In a capture process, an energetic particle smashes into a nucleus and sparks a reaction. Common nuclear capture reactions add a neutron, proton, beta particle (electron), alpha particle (Helium nucleus) or a heavier nucleus to an existing one. Except for the electron, the captures are driven by the attraction of nucleons to one another due to the strong nuclear force and increase the weight of the nucleus. Electron capture receives impetus from the weak nuclear force. As the name suggests, this process is less likely to occur during a collision of sufficient energy and often determines the overall rate of a multi-step reaction.
If a nucleus reaches an unstable configuration, a spontaneous decay process will return the nucleus to a more stable state. The most common decays are alpha and beta. Losing an alpha particle lowers the weight and charge; emitting a beta particle leaves the weight nearly constant while interchanging a neutron and proton. When a neutron changes into a proton, the nucleus emits an electron and anti-neutrino; when a proton changes into a neutron, the nucleus emits an anti-electron (positron) and neutrino. The anti-particles quickly annihilate with a standard particle converting their energy into gamma particles (photons).
A third type of nuclear reaction occurs when a colliding particle gives so much energy to the bombarded nucleus, that it splits into multiple pieces. This type of collision is called spallation.
Nucleosynthesis in our Universe
From the first existence of elements in the big bang, through the evolution of stars and the final blast of a stellar explosion dispersing the elements across the galaxy, nuclei transmute from one nuclide to another. In 1957, Burbidge, Burbidge, Fowler, and Hoyle wrote the seminal paper on element formation. The focus of the paper on stars as the primary synthesis factories of elements proved to win out over other theories that all the nuclei formed early after the big bang. Further research has mostly refined the work presented then. Cameron presents an updated summary in his 1982 essay.

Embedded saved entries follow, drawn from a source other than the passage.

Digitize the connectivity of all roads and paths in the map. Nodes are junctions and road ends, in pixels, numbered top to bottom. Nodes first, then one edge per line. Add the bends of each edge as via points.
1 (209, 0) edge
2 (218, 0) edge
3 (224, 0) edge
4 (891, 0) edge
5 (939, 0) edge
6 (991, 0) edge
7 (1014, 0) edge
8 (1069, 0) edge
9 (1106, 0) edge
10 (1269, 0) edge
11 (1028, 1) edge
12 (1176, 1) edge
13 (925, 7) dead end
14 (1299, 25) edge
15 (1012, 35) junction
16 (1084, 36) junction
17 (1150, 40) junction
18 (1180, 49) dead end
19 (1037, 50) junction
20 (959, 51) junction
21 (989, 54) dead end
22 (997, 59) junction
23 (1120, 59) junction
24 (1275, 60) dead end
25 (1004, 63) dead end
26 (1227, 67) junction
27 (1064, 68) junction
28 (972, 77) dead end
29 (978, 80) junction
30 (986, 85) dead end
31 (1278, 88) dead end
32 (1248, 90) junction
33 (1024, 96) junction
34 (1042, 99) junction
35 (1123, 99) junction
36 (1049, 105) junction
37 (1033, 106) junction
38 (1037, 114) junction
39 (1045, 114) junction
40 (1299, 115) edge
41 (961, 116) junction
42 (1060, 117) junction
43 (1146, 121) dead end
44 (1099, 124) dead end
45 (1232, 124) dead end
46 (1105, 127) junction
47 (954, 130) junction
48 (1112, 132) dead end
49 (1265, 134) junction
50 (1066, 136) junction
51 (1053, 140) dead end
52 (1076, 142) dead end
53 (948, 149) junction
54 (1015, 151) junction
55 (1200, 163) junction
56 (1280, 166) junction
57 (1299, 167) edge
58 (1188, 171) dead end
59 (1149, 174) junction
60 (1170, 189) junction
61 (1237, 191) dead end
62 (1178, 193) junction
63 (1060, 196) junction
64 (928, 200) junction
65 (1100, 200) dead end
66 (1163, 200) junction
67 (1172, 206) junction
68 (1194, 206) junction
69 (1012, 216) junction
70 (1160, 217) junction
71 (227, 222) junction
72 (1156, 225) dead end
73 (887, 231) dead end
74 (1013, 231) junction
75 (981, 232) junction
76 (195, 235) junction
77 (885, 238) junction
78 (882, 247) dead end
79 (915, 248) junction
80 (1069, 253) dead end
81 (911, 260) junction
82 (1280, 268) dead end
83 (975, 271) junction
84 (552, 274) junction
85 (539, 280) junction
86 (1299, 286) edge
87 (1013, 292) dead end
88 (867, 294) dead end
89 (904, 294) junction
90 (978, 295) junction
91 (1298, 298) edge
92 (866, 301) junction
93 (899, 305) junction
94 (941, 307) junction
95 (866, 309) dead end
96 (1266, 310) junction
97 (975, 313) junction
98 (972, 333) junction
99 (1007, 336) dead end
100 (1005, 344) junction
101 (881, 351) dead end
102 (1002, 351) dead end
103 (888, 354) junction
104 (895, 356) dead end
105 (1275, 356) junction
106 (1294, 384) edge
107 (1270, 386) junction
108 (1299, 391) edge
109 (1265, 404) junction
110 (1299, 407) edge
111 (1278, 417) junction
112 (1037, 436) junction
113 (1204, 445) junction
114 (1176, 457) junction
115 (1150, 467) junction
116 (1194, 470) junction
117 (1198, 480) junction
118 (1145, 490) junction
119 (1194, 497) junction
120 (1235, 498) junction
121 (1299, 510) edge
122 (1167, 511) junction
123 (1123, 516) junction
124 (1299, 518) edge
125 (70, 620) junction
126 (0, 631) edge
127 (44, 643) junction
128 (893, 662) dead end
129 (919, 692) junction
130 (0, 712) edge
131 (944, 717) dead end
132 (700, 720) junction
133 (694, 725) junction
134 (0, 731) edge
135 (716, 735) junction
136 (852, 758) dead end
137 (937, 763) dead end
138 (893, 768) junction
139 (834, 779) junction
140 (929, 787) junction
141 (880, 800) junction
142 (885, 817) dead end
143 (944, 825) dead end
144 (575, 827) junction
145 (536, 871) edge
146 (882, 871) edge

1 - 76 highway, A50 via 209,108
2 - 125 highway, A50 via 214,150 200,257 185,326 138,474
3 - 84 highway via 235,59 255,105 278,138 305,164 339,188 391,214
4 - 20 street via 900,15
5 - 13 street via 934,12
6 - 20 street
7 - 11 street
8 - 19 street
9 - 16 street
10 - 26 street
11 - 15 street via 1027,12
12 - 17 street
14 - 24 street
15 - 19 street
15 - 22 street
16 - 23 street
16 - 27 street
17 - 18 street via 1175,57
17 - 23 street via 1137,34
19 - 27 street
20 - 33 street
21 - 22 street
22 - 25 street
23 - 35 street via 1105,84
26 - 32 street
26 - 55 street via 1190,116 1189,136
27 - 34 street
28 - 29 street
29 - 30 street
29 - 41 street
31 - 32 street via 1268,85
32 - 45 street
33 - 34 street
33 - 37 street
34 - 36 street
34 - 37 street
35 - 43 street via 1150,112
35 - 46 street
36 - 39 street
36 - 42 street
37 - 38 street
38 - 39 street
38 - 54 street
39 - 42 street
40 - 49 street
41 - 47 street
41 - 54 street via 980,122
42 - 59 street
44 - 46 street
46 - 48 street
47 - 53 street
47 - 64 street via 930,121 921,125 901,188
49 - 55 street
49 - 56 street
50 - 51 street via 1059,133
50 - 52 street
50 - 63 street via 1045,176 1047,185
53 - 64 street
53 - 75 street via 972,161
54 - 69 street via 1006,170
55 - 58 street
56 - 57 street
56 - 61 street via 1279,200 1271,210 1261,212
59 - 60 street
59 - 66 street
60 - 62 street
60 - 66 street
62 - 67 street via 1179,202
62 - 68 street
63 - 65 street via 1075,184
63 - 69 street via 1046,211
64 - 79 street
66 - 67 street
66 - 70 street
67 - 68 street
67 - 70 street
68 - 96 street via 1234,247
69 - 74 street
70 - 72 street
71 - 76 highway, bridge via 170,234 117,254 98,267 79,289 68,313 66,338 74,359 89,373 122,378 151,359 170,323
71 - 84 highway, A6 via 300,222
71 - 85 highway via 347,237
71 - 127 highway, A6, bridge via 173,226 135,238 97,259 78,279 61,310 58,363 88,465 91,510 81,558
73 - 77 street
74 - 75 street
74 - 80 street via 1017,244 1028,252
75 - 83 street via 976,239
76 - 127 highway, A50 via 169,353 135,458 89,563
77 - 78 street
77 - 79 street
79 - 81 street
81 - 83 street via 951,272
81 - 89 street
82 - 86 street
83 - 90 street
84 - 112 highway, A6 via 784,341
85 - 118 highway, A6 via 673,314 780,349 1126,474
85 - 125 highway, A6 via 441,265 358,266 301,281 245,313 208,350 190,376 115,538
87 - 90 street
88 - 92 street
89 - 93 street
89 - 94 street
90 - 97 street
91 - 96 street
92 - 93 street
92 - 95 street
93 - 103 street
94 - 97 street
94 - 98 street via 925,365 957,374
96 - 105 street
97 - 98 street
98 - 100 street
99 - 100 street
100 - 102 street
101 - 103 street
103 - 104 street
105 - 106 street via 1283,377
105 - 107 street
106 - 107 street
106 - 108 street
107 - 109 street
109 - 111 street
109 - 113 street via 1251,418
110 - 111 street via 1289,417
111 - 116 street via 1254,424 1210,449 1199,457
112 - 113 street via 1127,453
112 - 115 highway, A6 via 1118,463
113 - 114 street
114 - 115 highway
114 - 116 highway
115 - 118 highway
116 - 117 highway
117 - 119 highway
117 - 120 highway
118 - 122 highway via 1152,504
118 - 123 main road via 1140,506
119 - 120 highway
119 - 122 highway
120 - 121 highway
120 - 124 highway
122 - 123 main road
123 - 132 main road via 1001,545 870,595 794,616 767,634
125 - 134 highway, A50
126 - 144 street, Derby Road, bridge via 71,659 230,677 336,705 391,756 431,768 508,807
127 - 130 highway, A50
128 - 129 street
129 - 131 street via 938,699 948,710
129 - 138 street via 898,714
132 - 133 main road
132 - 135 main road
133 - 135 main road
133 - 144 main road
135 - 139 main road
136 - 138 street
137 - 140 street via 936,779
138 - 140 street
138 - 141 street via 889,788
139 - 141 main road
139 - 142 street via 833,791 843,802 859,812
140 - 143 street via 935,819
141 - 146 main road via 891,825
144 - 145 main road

The nuclear products we know today all derive from the big bang. As the primordial fireball cooled, the only stable nuclei in such a hot, dense environment were the lightest three elements. Big bang nucleosynthesis uses two parameters to determine the resulting nuclei several minutes into the life of our universe. Primarily, the elements hydrogen and helium — as protons and alpha particles — formed in a ratio due to the temperature at which nucleons can form from the elementary particles (quarks). At the estimated temperature of 1 billion degrees, neutrons and protons form in a ratio of 1:6. Combining nearly all the neutrons into alpha particles gives a ratio of helium to hydrogen in our universe near 1:10, or 1:3 by mass. This observed ratio, along with the cosmic microwave background radiation provide the strongest evidence supporting the big bang theory. To this day, 99% of our universe is hydrogen and helium. Deuterium and lithium, the first “heavy element”, also formed in small quantities during the first moments after the big bang. These elements have a strong dependence on the density of the early universe, and since stars consume rather than produce these nuclides, nearly all is believed to have formed in the big bang.
Before stars formed, only three elements existed. On earth, ninety elements have been found to exist naturally. Soon after Rutherford discovered the ability to transmute the nucleus in the laboratory, physicist started proposing models in which stars released energy through nuclear fusion. By 1957, processes were proposed for manufacturing all of the elements in stars, starting with just hydrogen. An exceedingly short summary of the journal article is that the elements from helium to iron are formed by nuclear fusion and that the heavier elements are built up by neutron capture. The only caveat at the time was little explanation of an unknown process to create the unstable elements of lithium, beryllium, and boron.
For the majority of a star's life, hydrogen burns into helium in the hot core at temperatures of several million degrees. The proposed process for small to mid-size stars — like our own — is the proton-proton chain. In larger, hotter stars, another process becomes more efficient, the carbon-nitrogen-oxygen cycle. In either case, four hydrogen nuclei (protons) combine to form a helium nuclei (alpha particle). When stars age and no longer have enough hydrogen in their cores to continue hydrogen burning, the core starts to collapse.
This collapse heats the core until helium can start burning. The likely process for this is the triple alpha process which combines three helium nuclei to form a carbon nucleus. The cores of the largest, hottest stars may continue fusing heavier nuclei and burn carbon into silicon, and silicon into iron. Side reactions with remaining hydrogen and helium fill out the elements lighter than iron, all of which form exothermically (releasing energy). This still leaves more than half of the elements on earth unexplained.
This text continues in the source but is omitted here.